For the query "how many Python developers?", the agent now executes a Cypher query matching persons with Python skills, returning a more accurate count (e.g., "28 developers").
In similarity queries (e.g., "who is most similar to Lucas Martinez?"), the agent performs graph-based overlap calculations on skill sets and accomplishments, explaining its reasoning and allowing for auditable control over the results.
Aggregation questions like "summarize technical talent distribution" can now be answered, providing numerical breakdowns of skills and accomplishments across the workforce.
Additional tools can be integrated, enabling the agent to generate flexible Cypher queries for complex traversals, such as finding similar individuals by traversing multiple hops across skills, common systems, domains, and accomplishments.
This results in more flexible, higher-performing queries and more explainable answers that include specific numbers related to skills and domains.
Integrating Structured Data and Expanding the Graph 12:21
The presentation demonstrates adding structured data, specifically internal HR intelligence system data about project collaborations.
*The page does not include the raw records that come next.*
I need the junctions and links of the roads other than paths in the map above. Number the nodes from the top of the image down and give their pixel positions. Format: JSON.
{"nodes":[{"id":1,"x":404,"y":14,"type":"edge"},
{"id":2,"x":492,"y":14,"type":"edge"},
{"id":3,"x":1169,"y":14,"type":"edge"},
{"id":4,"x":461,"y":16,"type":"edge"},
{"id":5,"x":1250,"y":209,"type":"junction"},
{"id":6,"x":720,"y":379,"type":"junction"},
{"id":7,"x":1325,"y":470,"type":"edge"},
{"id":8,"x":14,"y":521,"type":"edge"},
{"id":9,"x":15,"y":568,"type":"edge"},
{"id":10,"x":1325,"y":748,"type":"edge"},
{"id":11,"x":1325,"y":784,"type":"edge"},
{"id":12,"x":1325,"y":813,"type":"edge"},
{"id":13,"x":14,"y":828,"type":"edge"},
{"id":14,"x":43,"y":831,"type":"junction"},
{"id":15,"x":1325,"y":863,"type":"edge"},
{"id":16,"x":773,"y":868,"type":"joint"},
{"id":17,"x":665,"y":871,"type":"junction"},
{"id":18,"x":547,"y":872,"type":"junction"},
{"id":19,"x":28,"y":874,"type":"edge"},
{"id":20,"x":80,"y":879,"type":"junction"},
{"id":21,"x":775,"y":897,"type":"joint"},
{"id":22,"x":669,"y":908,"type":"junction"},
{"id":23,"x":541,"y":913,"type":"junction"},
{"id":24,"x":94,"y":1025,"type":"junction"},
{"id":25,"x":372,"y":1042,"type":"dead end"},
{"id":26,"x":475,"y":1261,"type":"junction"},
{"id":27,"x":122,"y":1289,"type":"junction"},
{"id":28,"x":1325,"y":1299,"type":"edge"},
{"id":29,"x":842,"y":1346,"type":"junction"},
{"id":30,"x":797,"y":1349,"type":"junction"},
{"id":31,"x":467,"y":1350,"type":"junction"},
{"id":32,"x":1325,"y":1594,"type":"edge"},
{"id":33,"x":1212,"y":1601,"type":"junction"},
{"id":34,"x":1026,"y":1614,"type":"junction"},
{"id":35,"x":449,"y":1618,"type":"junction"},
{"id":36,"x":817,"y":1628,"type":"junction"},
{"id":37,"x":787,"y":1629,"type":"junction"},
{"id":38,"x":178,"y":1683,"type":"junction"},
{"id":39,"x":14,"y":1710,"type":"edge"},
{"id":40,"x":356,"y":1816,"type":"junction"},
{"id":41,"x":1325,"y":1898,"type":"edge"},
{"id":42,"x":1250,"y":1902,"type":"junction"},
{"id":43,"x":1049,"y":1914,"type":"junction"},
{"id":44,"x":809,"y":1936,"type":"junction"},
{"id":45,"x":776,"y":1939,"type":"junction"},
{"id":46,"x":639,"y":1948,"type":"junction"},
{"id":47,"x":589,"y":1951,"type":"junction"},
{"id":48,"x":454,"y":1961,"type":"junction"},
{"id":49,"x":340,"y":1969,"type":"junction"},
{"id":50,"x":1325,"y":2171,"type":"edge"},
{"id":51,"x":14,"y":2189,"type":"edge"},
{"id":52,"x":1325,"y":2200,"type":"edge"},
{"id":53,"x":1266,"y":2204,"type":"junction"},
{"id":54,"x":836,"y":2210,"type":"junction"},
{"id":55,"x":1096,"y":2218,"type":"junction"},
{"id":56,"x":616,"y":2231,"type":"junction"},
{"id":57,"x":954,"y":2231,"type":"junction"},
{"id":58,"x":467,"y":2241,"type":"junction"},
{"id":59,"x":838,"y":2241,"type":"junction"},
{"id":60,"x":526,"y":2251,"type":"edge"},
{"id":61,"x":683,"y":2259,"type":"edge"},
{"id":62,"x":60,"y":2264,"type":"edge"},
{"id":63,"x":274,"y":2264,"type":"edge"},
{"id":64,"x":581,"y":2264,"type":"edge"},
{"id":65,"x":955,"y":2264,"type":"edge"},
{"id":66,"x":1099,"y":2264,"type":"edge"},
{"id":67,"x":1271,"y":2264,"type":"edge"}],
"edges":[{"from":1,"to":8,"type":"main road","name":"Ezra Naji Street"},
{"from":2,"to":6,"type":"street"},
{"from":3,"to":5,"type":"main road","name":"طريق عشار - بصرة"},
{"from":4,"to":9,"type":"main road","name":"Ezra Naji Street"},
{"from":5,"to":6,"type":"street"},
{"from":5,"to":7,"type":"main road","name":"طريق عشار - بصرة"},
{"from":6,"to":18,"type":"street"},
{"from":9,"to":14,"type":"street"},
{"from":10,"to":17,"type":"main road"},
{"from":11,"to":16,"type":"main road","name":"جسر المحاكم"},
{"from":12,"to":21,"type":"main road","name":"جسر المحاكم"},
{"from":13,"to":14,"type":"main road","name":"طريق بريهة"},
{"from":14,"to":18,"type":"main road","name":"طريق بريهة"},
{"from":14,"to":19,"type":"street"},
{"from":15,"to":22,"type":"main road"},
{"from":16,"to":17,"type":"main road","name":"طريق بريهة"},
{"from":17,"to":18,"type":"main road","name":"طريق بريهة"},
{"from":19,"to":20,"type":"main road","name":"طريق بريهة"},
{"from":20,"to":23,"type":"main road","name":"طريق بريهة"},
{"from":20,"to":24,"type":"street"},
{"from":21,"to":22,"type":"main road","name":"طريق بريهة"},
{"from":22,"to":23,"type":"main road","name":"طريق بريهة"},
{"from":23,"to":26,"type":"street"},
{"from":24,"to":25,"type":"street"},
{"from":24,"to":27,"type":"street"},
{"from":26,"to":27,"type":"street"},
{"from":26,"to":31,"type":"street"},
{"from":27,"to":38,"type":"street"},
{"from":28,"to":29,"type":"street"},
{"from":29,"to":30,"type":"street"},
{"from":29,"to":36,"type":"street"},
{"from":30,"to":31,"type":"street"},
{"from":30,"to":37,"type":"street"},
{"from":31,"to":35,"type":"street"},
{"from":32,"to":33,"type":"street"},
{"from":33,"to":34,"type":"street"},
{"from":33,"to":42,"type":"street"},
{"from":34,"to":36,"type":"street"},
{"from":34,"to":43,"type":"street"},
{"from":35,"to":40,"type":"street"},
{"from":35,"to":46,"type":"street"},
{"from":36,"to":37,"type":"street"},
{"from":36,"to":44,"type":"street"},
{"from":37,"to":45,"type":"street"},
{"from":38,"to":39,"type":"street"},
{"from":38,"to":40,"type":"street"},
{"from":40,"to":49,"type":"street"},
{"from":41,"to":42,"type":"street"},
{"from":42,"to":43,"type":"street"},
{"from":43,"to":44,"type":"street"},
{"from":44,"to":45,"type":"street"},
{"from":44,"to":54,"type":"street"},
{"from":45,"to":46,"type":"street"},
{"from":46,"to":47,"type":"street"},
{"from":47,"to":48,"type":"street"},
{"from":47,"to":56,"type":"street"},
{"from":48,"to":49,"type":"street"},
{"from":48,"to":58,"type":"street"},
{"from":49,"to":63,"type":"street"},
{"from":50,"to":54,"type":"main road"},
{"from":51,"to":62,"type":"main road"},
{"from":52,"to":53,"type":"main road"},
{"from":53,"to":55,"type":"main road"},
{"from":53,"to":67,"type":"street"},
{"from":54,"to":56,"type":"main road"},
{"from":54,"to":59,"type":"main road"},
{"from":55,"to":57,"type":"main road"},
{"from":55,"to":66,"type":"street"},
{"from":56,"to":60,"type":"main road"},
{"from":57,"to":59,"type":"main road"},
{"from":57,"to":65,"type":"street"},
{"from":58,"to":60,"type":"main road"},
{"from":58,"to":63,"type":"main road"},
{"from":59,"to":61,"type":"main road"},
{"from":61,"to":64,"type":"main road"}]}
A significant advantage of graph databases is their flexibility in adding new relationships and node types without requiring extensive data model refactoring, unlike traditional relational databases when dealing with many-to-many relationships.
For instance, a one-to-many relationship (one person to one accomplishment on a resume) can seamlessly transform into a many-to-many relationship (multiple people collaborating on a project) by simply creating new relationships.
New tools can be developed to leverage this expanded graph, such as a tool to identify collaborators working on the same projects within specific domains.
This capability allows the agent to answer complex collaboration questions, like "which individuals have collaborated with each other to deliver the most AI things?", by utilizing the new tool and providing exact, data-driven responses.